1 The worldwide IPO
drought (Goh Eng Yeow in Straits Times) It
has been a long, dry spell in the initial public offering market and the
drought looks unlikely to end any time soon. So far this year, only four IPOs
have surfaced in Singapore and all four were trading below their respective
issue prices, as of last Thursday.
Their lacklustre
performances are likely to dampen the ambitions of other companies planning to
launch their own IPOs. In New York, the IPO market is virtually shuttered,
except for the listing of a small handful of bio-tech companies. Hong Kong -
billed as the world's largest IPO market last year - is also suffering a slow
start to the year.
But there is a twist in
being a cornerstone investor now. In the halcyon days when IPOs sold like hot
cakes, the cornerstone ploy was used to attract high-profile names to IPO
hopefuls, giving them an aura of respectability for being able to attract such
powerful investors.
That, in turn, was
meant to whet the appetite of other institutional and retail investors to
subscribe to the new offerings. But with the souring of investor appetite for
IPOs, many of the new Chinese listings in Hong Kong have resorted to relying on
"friends and family", such as fellow state-owned enterprises, as
cornerstone investors to bolster their IPO order books.
Until 20 years ago, all
IPOs were truly public offerings. Except for a small portion of shares reserved
for staff and company associates, the rest of the IPO had to be made available
for public subscription. This changed with the onset of the 1997-1998 Asian
financial crisis, when merchant banks and brokerages were forced to place out
the bulk of the IPOs handled by them to clients because retail interest had
dwindled to almost zero. That sad state of affairs prevails to this day.
2 Has the Brics bubble
burst? (Simon Tisdall in The Guardian) The political crisis in Brazil over
economic mismanagement and high-level corruption, likely to come to a head this
week, has reinforced the fashionable view, popular among western governments
and businesses, that the Brics bubble has burst.
Members of the
exclusive Brics club of leading developing countries – Brazil, Russia, India,
China and South Africa – are failing to justify predictions that, separately
and together, they will dominate the 21st century world, or so the argument
goes.
But ambitious plans to
create an alternative reserve currency to the US dollar and challenge American
dominance in IT and global security surveillance have come to little.
Meanwhile, adverse economic conditions compounded by falling global demand and
lower oil and commodity prices are taking their toll.
Last November, Goldman
Sachs, where the idea originated, closed its Bric investment fund after assets
reportedly declined in value by 88% from a 2010 peak.
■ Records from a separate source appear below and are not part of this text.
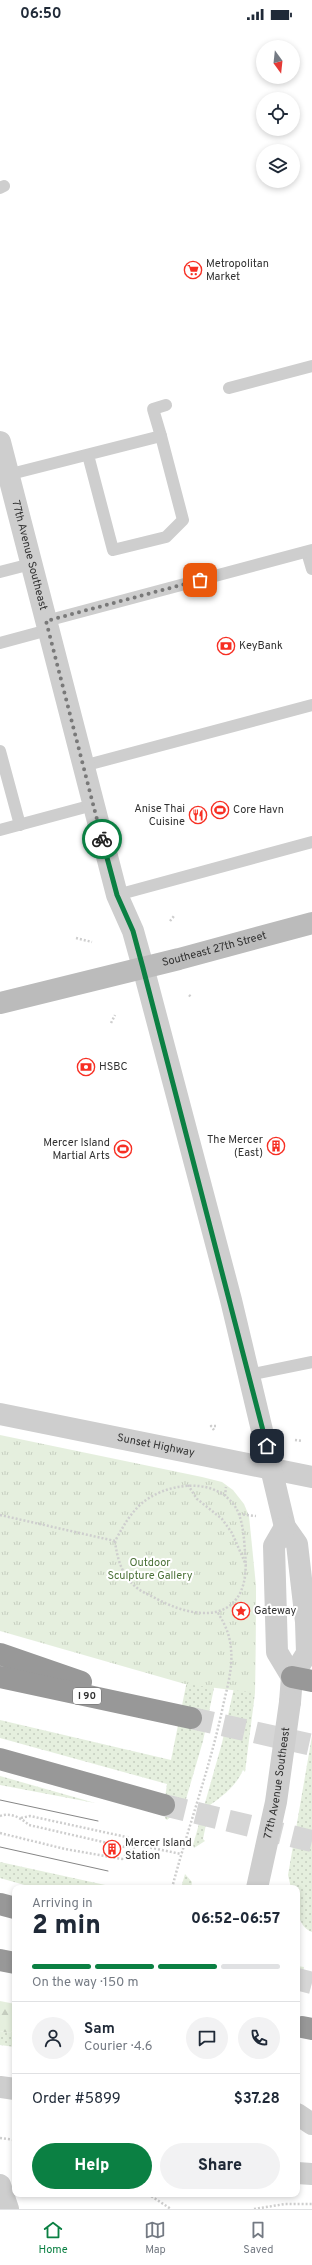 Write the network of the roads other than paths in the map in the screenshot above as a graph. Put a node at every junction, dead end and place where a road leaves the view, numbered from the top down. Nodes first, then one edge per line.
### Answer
1 (312, 366) edge
2 (229, 388) dead end
3 (166, 405) dead end
4 (161, 436) junction
5 (0, 442) edge
6 (88, 455) junction
7 (4, 476) edge
8 (310, 551) edge
9 (31, 564) junction
10 (312, 569) edge
11 (0, 572) edge
12 (47, 626) junction
13 (0, 643) edge
14 (312, 705) edge
15 (0, 751) edge
16 (83, 766) junction
17 (93, 805) junction
18 (20, 825) junction
19 (0, 830) edge
20 (312, 842) edge
21 (117, 895) junction
22 (312, 923) edge
23 (143, 968) junction
24 (0, 1004) edge
25 (312, 1362) edge
26 (249, 1375) junction
27 (0, 1414) edge
28 (272, 1468) junction
29 (312, 1477) edge
30 (285, 1527) junction
31 (0, 1654) edge
32 (0, 1677) edge
33 (302, 1679) edge
34 (0, 1759) edge
35 (164, 1805) tunnel mouth
36 (258, 1885) edge
37 (0, 1904) edge
38 (12, 1907) edge
39 (0, 1960) edge
40 (12, 1962) edge
41 (0, 2087) edge
42 (12, 2089) edge
43 (300, 2116) edge
44 (312, 2124) edge
45 (300, 2173) edge
46 (312, 2174) edge
47 (0, 2185) edge
48 (8, 2209) edge

1 - 2 lane
3 - 4 lane
4 - 6 lane
4 - 6 lane
5 - 7 street, 77th Avenue Southeast
6 - 7 lane
7 - 9 street, 77th Avenue Southeast
8 - 10 lane
8 - 12 lane
9 - 11 lane
9 - 12 street, 77th Avenue Southeast
12 - 13 lane
12 - 16 street, 77th Avenue Southeast
14 - 16 lane
15 - 18 lane
16 - 17 street, 77th Avenue Southeast
17 - 18 lane
17 - 21 street, 77th Avenue Southeast
18 - 19 lane
20 - 21 lane
21 - 23 street, 77th Avenue Southeast
22 - 23 main road, Southeast 27th Street
23 - 24 main road, Southeast 27th Street
23 - 26 street, 77th Avenue Southeast
25 - 26 lane
26 - 28 street, 77th Avenue Southeast
27 - 28 street, Sunset Highway
28 - 29 street, Sunset Highway
28 - 30 street, 77th Avenue Southeast
30 - 33 street, 77th Avenue Southeast
30 - 33 street
31 - 32 highway, I 90
33 - 36 street, 77th Avenue Southeast, bridge
34 - 35 highway
37 - 38 highway
39 - 40 highway
41 - 42 street
43 - 44 street
45 - 46 street
47 - 48 street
The bank told the US
securities and exchange commission it did not expect “significant asset growth
in the foreseeable future”.
The problems facing
Brics members are remarkably similar, even though each country is different.
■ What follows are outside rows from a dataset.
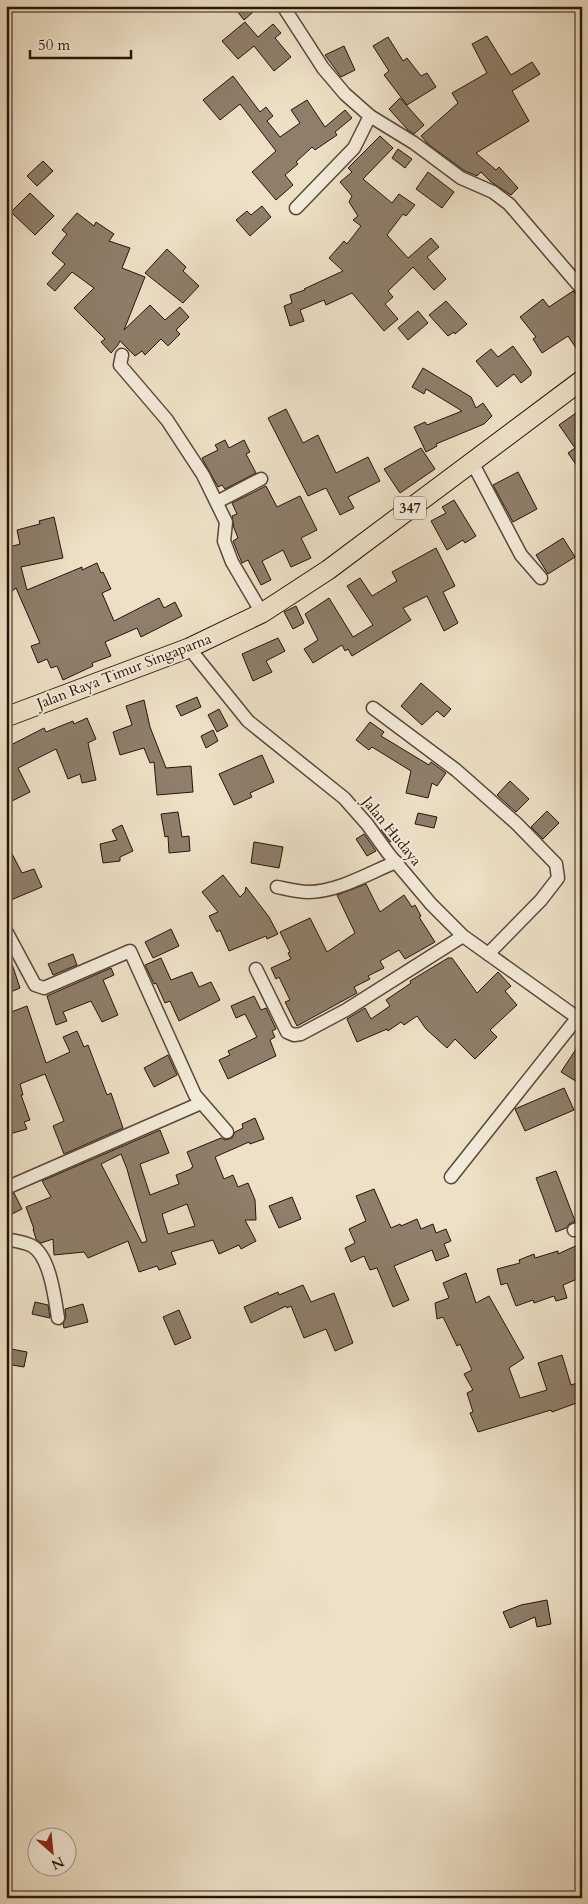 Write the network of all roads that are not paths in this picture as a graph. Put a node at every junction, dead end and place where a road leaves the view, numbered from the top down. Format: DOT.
graph roads {
  1 [pos="283,6"];
  2 [pos="370,116"];
  3 [pos="296,208"];
  4 [pos="582,289"];
  5 [pos="122,355"];
  6 [pos="582,380"];
  7 [pos="472,462"];
  8 [pos="262,479"];
  9 [pos="217,502"];
  10 [pos="541,578"];
  11 [pos="262,613"];
  12 [pos="195,645"];
  13 [pos="373,708"];
  14 [pos="6,717"];
  15 [pos="396,862"];
  16 [pos="277,887"];
  17 [pos="6,931"];
  18 [pos="463,936"];
  19 [pos="488,954"];
  20 [pos="256,969"];
  21 [pos="580,1019"];
  22 [pos="201,1103"];
  23 [pos="227,1132"];
  24 [pos="452,1177"];
  25 [pos="6,1188"];
  26 [pos="6,1239"];
  27 [pos="58,1318"];
  1 -- 2 [label="street"];
  2 -- 3 [label="street"];
  2 -- 4 [label="street"];
  5 -- 9 [label="street"];
  6 -- 7 [label="main road, Jalan Raya Timur Singaparna / 347"];
  7 -- 10 [label="street"];
  7 -- 11 [label="main road, Jalan Raya Timur Singaparna / 347"];
  8 -- 9 [label="street"];
  9 -- 11 [label="street"];
  11 -- 12 [label="main road, Jalan Raya Timur Singaparna / 347"];
  12 -- 14 [label="main road, Jalan Raya Timur Singaparna / 347"];
  12 -- 15 [label="street, Jalan Hudaya"];
  13 -- 19 [label="street"];
  15 -- 16 [label="street"];
  15 -- 18 [label="street, Jalan Hudaya"];
  17 -- 22 [label="street"];
  18 -- 19 [label="street, Jalan Hudaya"];
  18 -- 20 [label="street"];
  19 -- 21 [label="street, Jalan Hudaya"];
  21 -- 24 [label="street"];
  22 -- 23 [label="street"];
  22 -- 25 [label="street"];
  26 -- 27 [label="street"];
}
Russia and Brazil have both fallen into recession, while China, the principal
engine of world growth, has seen a sharp contraction in overall economic
activity.
In South Africa where
Jacob Zuma, the country’s president, and the ruling African National Congress
government are beset by allegations of corruption and malfeasance, big
questions surround the influence wielded by private individuals and businesses
over government appointments and policies. The backdrop is under-performing
state-owned companies, a depreciating currency, falling exports and rising
inflation.
But not all the Brics
are floundering. As the analyst George Magnus noted, India currently presents a
model of relative progress which the others might study to their advantage. “India
is certainly no paragon of virtue when it comes to corruption, nor is its
economic infrastructure efficient, but it is endeavouring to accelerate
economic reform, and competitiveness,” Magnus wrote.
To take their rightful
place in the 21st century, the Brics countries must create more open,
accountable, and trustworthy systems of governance. This is a challenge of
leadership, not profit and loss.
3 FBI and the cracking
of an iPhone (San Francisco Chronicle) Turns out there's a shadowy global
industry devoted to breaking into smartphones and extracting their information.
Now one of those hacking businesses may well be helping the FBI try to break
into the iPhone of one of the San Bernardino killers.
Late Monday, the FBI
abruptly put its legal fight with Apple on hold, announcing that an
"outside party" had come forward with a possible way to unlock the
phone. FBI Director James Comey said the method "may work." If so, it
could render Apple's forced cooperation unnecessary.
The announcement has
thrown a spotlight on a group of digital forensics companies, contractors and
freelance consultants that make a living cracking security protections on
phones and computers. Comey said the publicity around the Apple case encouraged
such people to come forward with new ideas.
Most such companies
keep a very low profile. Since the bulk of their business is with governments
and law enforcement, there's no reason to for them to advertise their services.
For the moment, no one outside the Justice Department appears to know who the
FBI's white knight is.
In the cybersecurity
arms race, Apple has managed to stay ahead of these forensics companies. "Anything
is crackable — it's just how much time do you have and how much money do you
have to spend," said Jeremy Kirby, sales director at Susteen, based in
Irvine, California, that says it's not the FBI's outside party.